#### Task objective
For the word "first", search the records and show each line in which it occurs.

Stored data entries:
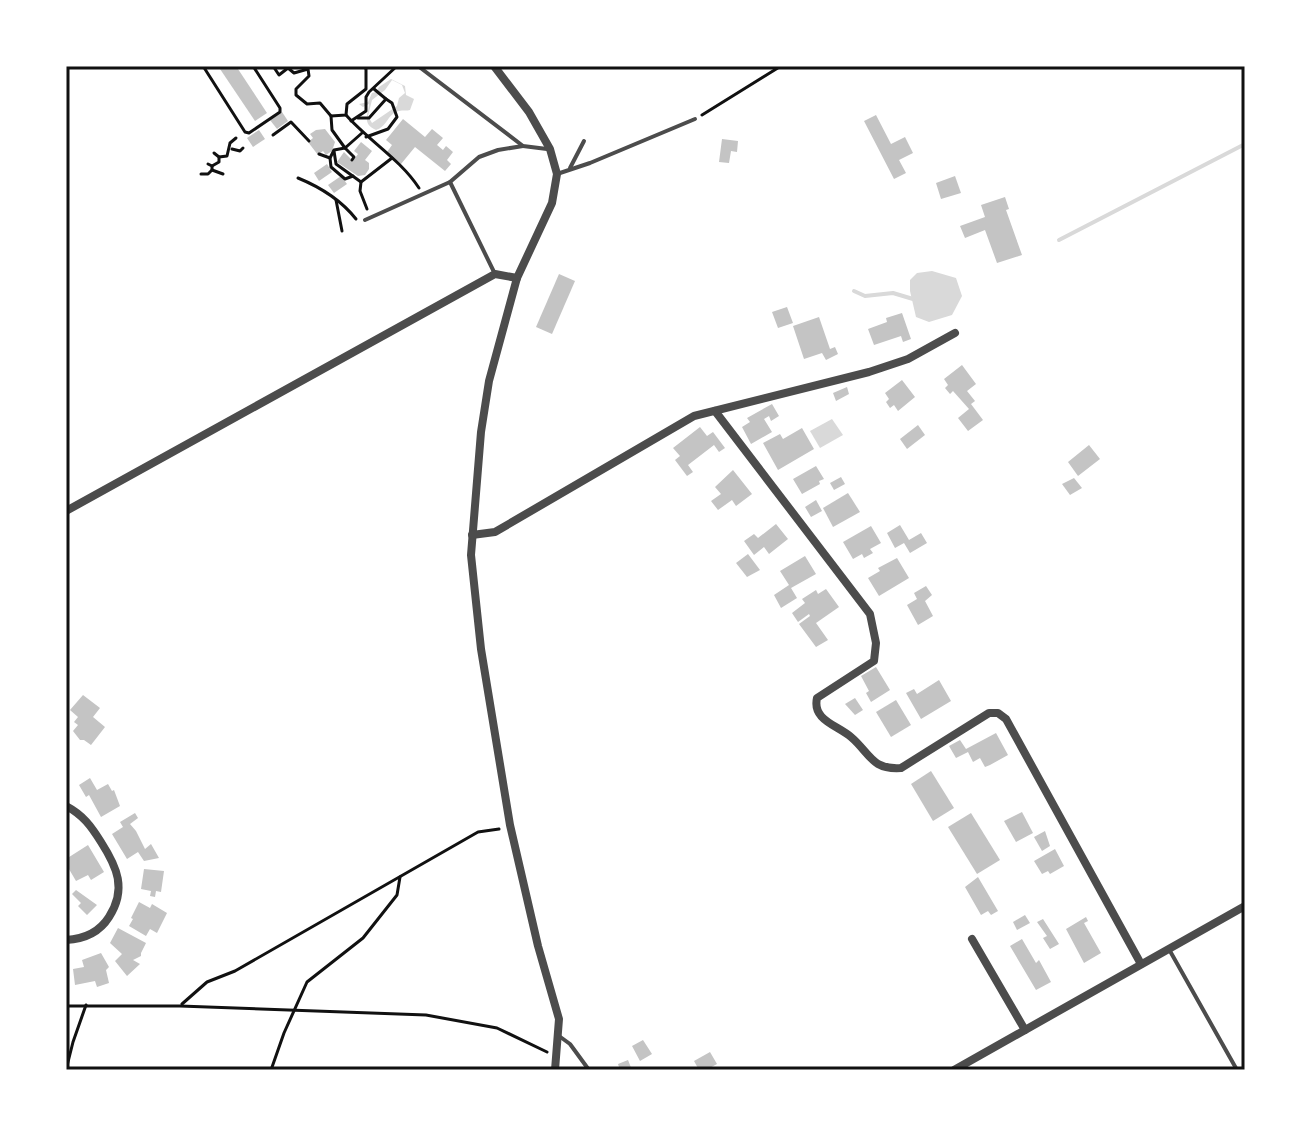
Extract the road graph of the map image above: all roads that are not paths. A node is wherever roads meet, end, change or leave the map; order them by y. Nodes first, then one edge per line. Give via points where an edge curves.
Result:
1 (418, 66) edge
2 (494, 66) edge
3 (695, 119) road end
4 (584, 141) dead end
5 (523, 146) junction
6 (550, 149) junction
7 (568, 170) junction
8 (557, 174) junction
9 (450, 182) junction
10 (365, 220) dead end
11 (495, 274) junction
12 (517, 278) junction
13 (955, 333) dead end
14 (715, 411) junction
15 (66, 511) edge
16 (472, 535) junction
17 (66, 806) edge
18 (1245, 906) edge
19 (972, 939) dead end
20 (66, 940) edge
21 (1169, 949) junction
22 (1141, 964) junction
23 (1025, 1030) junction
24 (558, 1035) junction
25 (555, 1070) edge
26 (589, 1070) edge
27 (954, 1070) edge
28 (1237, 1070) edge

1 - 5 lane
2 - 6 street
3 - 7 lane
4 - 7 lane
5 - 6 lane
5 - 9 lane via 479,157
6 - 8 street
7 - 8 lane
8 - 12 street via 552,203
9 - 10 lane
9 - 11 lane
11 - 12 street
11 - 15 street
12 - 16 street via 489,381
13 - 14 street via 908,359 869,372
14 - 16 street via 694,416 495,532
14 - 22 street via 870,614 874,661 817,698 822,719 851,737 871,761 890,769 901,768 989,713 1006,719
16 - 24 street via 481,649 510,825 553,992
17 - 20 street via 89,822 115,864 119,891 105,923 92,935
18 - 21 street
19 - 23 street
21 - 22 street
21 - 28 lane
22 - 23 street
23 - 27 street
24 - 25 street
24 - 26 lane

==

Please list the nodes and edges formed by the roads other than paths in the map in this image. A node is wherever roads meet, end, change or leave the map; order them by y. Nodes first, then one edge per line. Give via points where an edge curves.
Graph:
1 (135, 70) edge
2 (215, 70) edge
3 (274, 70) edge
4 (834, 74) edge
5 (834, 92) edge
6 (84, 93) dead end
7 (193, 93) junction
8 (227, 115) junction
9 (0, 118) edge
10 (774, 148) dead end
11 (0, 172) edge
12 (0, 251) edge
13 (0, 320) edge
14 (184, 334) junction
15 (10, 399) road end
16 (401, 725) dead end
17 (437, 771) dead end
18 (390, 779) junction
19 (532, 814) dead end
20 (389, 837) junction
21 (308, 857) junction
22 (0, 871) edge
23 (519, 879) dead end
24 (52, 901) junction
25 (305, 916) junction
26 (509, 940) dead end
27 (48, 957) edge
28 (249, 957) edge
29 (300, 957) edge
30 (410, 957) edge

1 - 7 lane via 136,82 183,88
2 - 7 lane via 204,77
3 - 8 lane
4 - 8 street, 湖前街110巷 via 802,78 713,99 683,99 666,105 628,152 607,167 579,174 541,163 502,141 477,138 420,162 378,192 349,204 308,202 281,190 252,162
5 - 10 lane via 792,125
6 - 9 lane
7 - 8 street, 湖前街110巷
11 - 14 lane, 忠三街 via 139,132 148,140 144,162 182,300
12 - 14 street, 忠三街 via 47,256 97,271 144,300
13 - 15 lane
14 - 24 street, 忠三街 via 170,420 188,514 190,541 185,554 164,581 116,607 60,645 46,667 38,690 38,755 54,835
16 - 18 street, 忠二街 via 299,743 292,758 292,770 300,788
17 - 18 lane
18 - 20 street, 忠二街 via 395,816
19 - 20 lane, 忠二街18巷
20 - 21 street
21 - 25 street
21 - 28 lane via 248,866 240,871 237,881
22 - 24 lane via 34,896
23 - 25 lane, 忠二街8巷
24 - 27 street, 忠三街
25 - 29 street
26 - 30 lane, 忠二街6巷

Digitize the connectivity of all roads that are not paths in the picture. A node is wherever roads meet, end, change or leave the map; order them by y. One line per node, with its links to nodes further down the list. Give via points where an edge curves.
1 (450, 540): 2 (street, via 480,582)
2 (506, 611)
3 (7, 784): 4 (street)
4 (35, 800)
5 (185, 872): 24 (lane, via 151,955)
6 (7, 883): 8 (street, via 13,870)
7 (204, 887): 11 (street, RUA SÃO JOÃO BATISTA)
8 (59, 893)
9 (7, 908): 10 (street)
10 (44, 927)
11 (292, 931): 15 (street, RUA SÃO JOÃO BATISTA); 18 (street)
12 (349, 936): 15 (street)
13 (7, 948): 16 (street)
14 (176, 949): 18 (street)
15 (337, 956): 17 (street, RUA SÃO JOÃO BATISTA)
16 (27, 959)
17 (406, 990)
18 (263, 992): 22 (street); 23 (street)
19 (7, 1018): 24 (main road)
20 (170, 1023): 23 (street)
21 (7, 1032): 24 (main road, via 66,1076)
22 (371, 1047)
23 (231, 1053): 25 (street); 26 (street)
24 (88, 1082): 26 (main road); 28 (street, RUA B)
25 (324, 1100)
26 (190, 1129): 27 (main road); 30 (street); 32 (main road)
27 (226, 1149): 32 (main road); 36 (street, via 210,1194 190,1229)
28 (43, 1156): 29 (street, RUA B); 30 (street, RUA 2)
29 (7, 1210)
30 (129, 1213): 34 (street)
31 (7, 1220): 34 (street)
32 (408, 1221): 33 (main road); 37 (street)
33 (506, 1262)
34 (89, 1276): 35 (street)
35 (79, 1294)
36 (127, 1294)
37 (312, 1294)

#### Solution to this exercise
Extract the road graph of the map image above: all roads that are not paths. A node is wherever roads meet, end, change or leave the map; order them by y. Nodes first, then one edge per line. Give via points where an edge curves.
Please list the nodes and edges formed by the roads other than paths in the map in this image. A node is wherever roads meet, end, change or leave the map; order them by y. Nodes first, then one edge per line. Give via points where an edge curves.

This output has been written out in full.